L2/01-224
Proposed Changes to East Asian Width
Asmus Freytag
5-24-2001
Related documents: L2/01-189, L2/01-223
Since the first classifications of characters by East Asian Width (the early drafts are now about five years old) the landscape has changed in two important ways:
These changes need to be reflected in an adjustment to the EAW properties.
Contrary to expectations, new legacy character sets are being created. The most important ones are JIS X0213 and GB 18030. GB 18030 adds the complete repertoire of the Unicode Standard, and the Chinese government requires all vendors to support it. Normally this would lead to a reclassification of all neutral characters to A, since formally all characters now occur in an East Asian legacy character set. However doing so clearly reduces the usefulness of the EAW property in practice (see also I.2).

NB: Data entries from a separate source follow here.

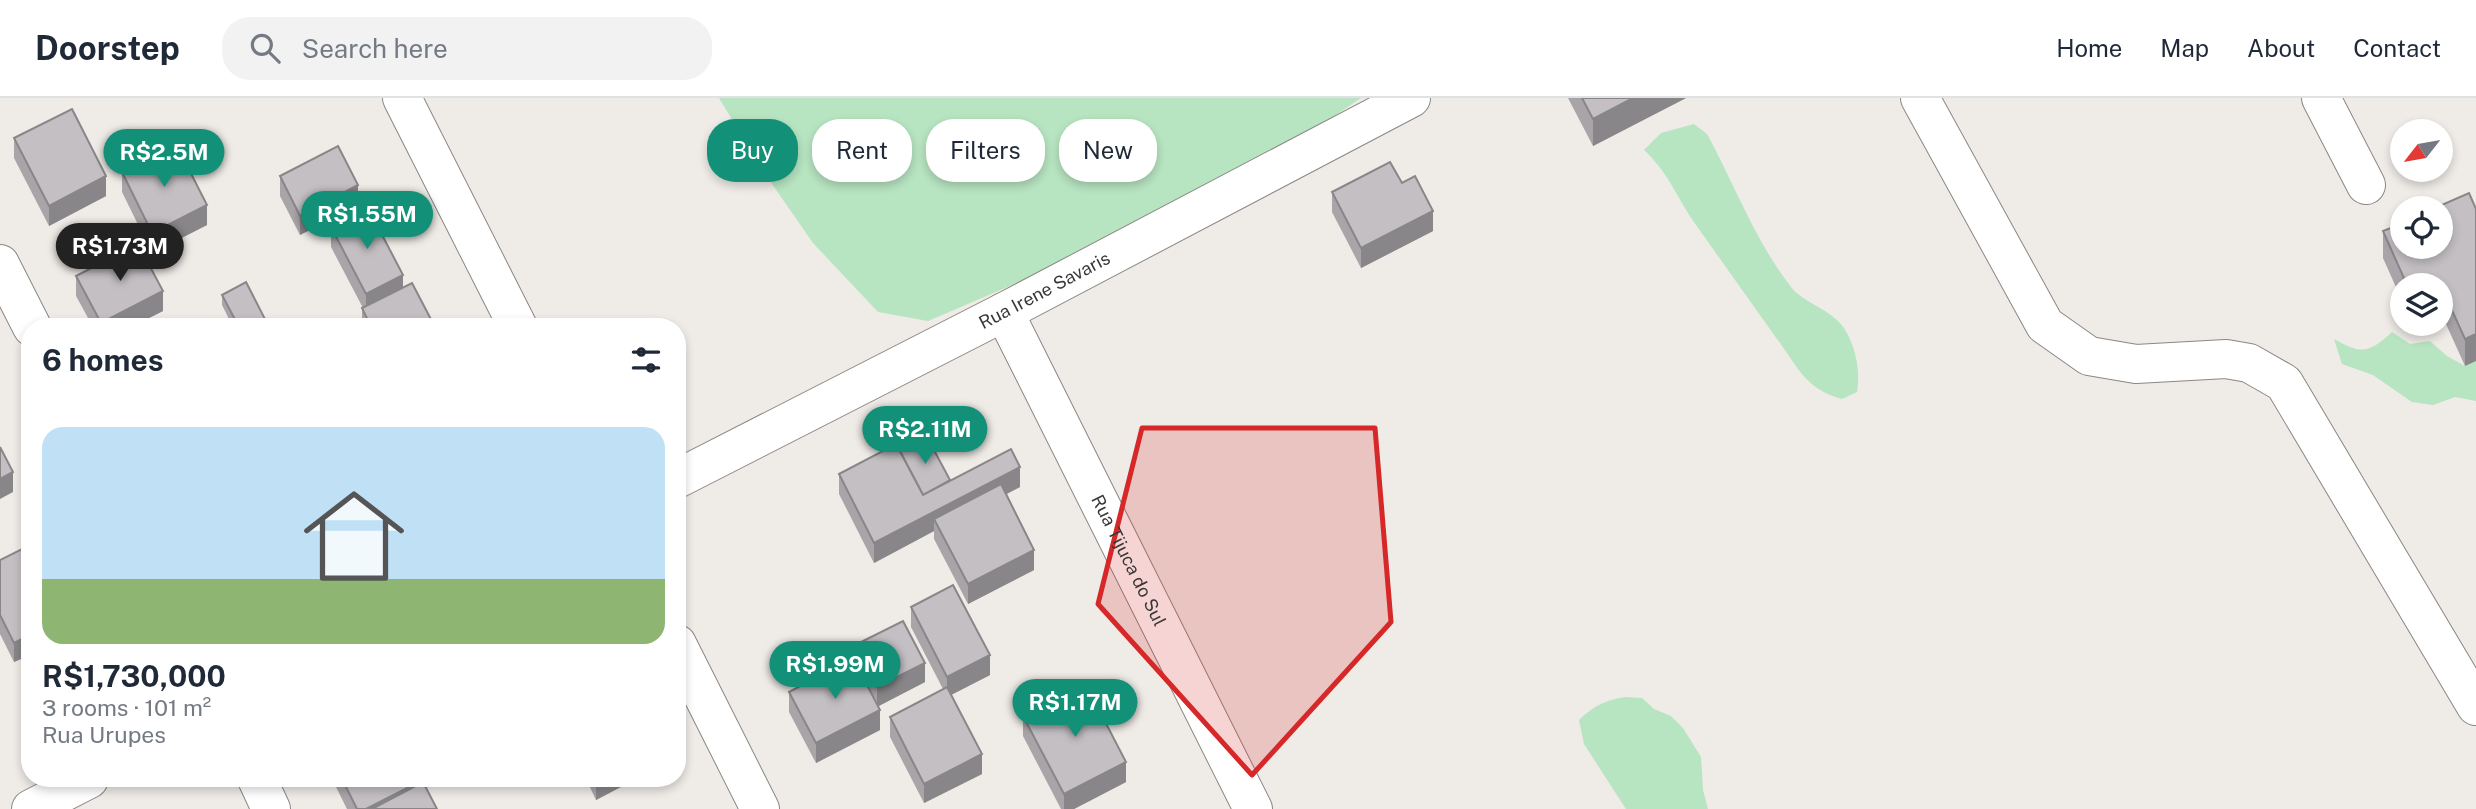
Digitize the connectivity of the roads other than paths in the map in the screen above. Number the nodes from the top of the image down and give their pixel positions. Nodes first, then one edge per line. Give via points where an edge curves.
1 (402, 98) edge
2 (1411, 98) edge
3 (1920, 98) edge
4 (2321, 98) edge
5 (2366, 185) dead end
6 (0, 264) edge
7 (1004, 312) junction
8 (27, 318) edge
9 (513, 318) edge
10 (686, 474) edge
11 (686, 662) edge
12 (2476, 706) edge
13 (74, 787) edge
14 (261, 787) edge
15 (31, 809) edge
16 (271, 809) edge
17 (760, 809) edge
18 (1253, 809) edge

1 - 9 street
2 - 7 street, Rua Irene Savaris
3 - 12 street via 2045,325 2089,356 2136,364 2226,359 2249,363 2284,383
4 - 5 street
6 - 8 street
7 - 10 street, Rua Irene Savaris
7 - 18 street, Rua Tijuca do Sul
11 - 17 street
13 - 15 street
14 - 16 street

At the same time there are some character sets, like JIS X0212 that were included in the character sets used to determine the EAW assignments, but widespread support for this set did not materialize, and the advent of JIS X0213 makes it unlikely for the future.

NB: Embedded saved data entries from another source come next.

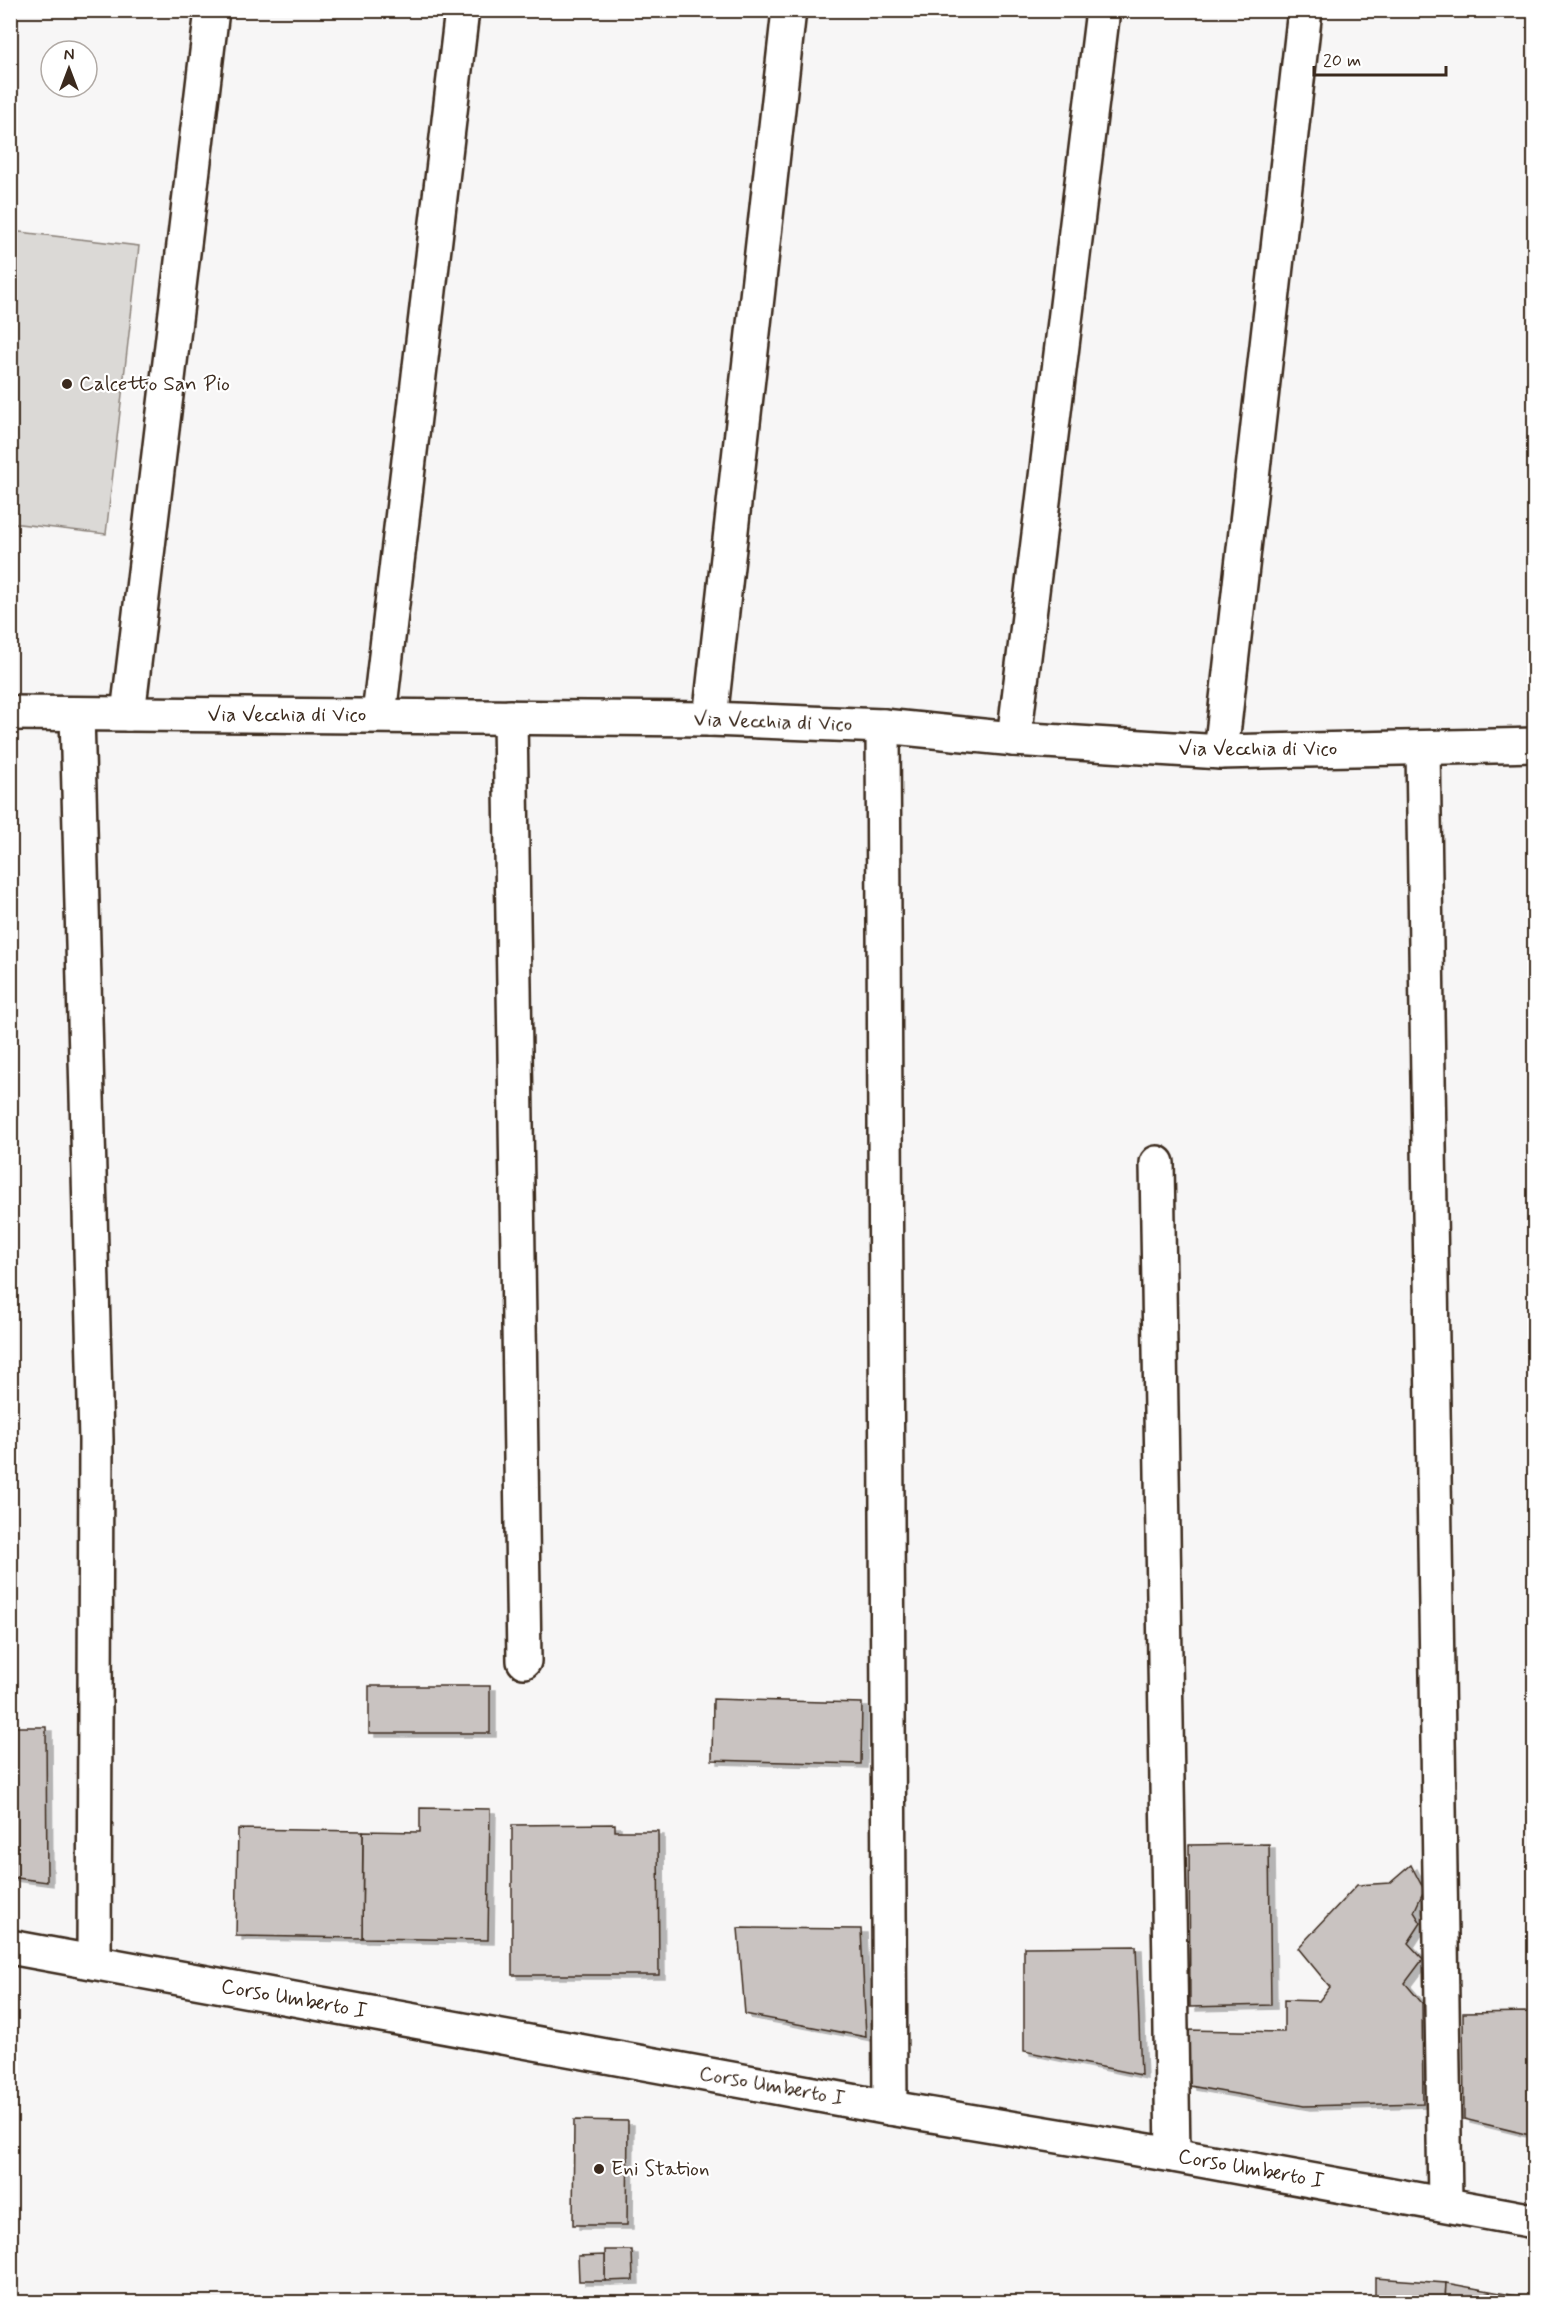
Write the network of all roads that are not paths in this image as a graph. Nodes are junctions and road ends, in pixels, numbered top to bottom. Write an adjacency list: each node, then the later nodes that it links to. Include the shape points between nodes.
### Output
1 (212, 10): 8 (street)
2 (462, 10): 9 (street)
3 (789, 10): 11 (street)
4 (1103, 10): 13 (street)
5 (1305, 10): 16 (street)
6 (10, 713): 7 (street, Via Vecchia di Vico)
7 (77, 714): 8 (street, Via Vecchia di Vico); 20 (street, via 96,1440)
8 (128, 714): 9 (street, Via Vecchia di Vico)
9 (379, 715): 10 (street, Via Vecchia di Vico)
10 (510, 717): 11 (street, Via Vecchia di Vico); 18 (street)
11 (710, 719): 12 (street, Via Vecchia di Vico)
12 (883, 726): 13 (street, Via Vecchia di Vico); 21 (street)
13 (1014, 740): 16 (street, Via Vecchia di Vico)
14 (1534, 746): 15 (street, Via Vecchia di Vico)
15 (1423, 748): 16 (street, Via Vecchia di Vico); 23 (street)
16 (1221, 752)
17 (1157, 1163): 22 (street)
18 (524, 1661)
19 (10, 1947): 20 (street, Corso Umberto I)
20 (94, 1962): 21 (street, Corso Umberto I)
21 (890, 2108): 22 (street, Corso Umberto I)
22 (1173, 2155): 23 (street, Corso Umberto I)
23 (1445, 2204): 24 (street, Corso Umberto I)
24 (1534, 2221)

As a result, we need to explicitly define the legacy character sets that we are using to create the mappings. See II.1 for a concrete proposal.
Many EA legacy character sets contain a copy of the Greek and Cyrillic alphabet, and some contain a set of accented Latin characters, in addition to the set of Full-Width ASCII characters. As stated in document L2/01-223, it is becoming common practice, to use treat these alphabetic characters (with the exception of Full-Width ASCII) as narrow characters, i.e. use Western fonts and line layout behaviors for them. In essence their use as wide characters has been recognized as an artifact of their being included in the double-byte portion of legacy character sets, as opposed to an inherent property.

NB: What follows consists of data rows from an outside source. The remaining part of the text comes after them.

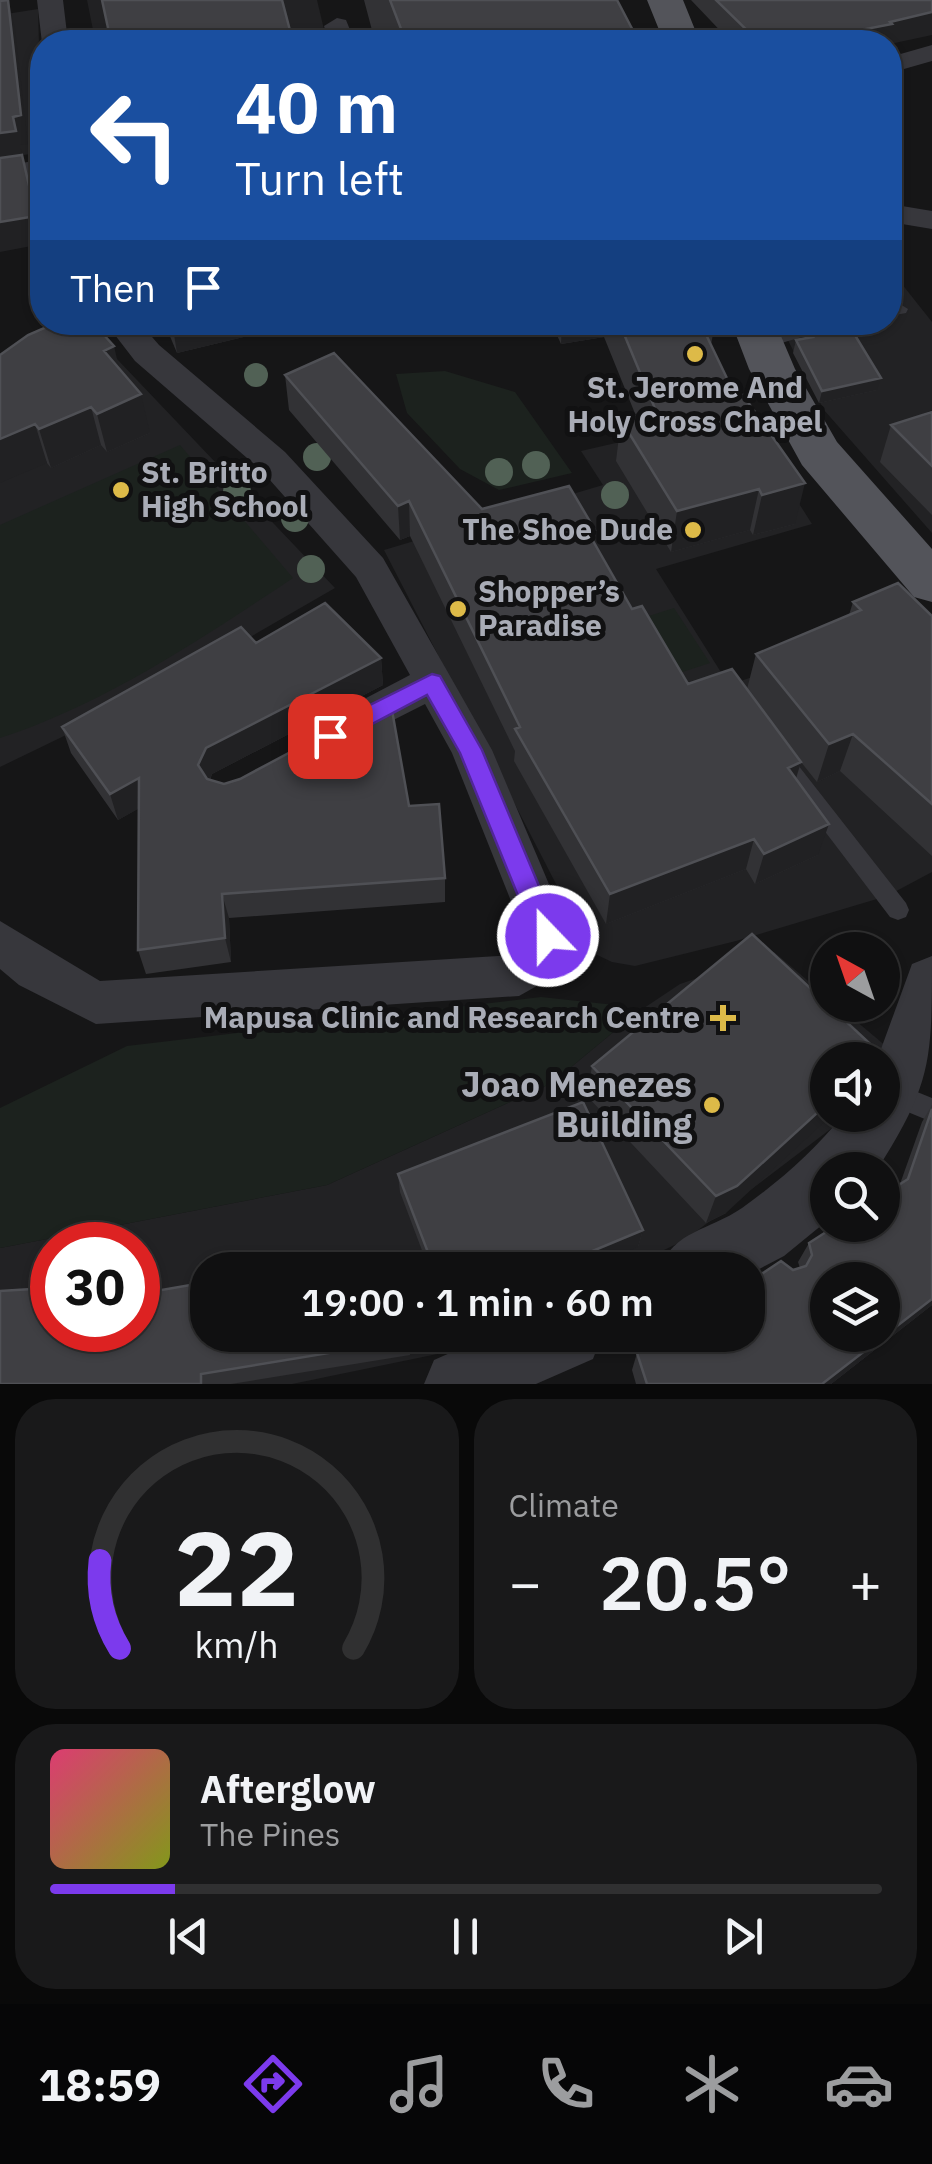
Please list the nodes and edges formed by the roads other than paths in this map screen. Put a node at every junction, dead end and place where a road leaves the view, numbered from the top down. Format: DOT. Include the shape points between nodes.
graph roads {
  1 [pos="50,0"];
  2 [pos="665,0"];
  3 [pos="54,30"];
  4 [pos="677,30"];
  5 [pos="932,54"];
  6 [pos="902,62"];
  7 [pos="30,170"];
  8 [pos="0,175"];
  9 [pos="902,215"];
  10 [pos="932,220"];
  11 [pos="132,335"];
  12 [pos="759,335"];
  13 [pos="770,335"];
  14 [pos="797,335"];
  15 [pos="932,583"];
  16 [pos="432,682"];
  17 [pos="761,732"];
  18 [pos="314,745"];
  19 [pos="898,910"];
  20 [pos="0,942"];
  21 [pos="932,982"];
  22 [pos="900,1101"];
  23 [pos="875,1132"];
  24 [pos="855,1152"];
  25 [pos="810,1200"];
  26 [pos="750,1252"];
  27 [pos="530,1352"];
  28 [pos="458,1384"];
  1 -- 3 [label="street"];
  2 -- 4 [label="main road"];
  5 -- 6 [label="street"];
  7 -- 8 [label="street"];
  9 -- 10 [label="street"];
  11 -- 16 [label="street" via="273,461 341,533 370,568"];
  12 -- 15 [label="main road" via="835,477"];
  13 -- 14 [label="lane"];
  16 -- 18 [label="street"];
  16 -- 20 [label="street" via="470,750 548,936 544,958 519,975 96,1003"];
  17 -- 19 [label="lane"];
  21 -- 22 [label="street"];
  23 -- 24 [label="street"];
  25 -- 26 [label="street" via="769,1246"];
  27 -- 28 [label="street"];
}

If we accept that this development is occurring, then, as a result, we need to re-think the assignment of the ambiguous or A property. Currently, it expresses a simple set relation: “occurs in EA legacy sets as well as in non-EA sets”. For the implementer, it is clearly useful to further identify the subset that actually must get treated in a context dependent manner (such as the ellipsis, etc). See II.1 for a concrete proposal.
Context based disambiguation has proven more difficult in practice than anticipated at first. Context information to guide software is commonly unavailable or unreliable. This is particularly true for web-based implementations. This is documented in more detail in L1/01-223. As a result, the support of ambiguous characters as narrow characters – where possible – has increased. For certain classes of characters, in particular punctuation, this is not possible. The goal should be to not introduce future ambiguous characters.
Additional detail changes from a recent review of EAW properties as specified in document L2/01-189 Updates to East Asian Width should be applied.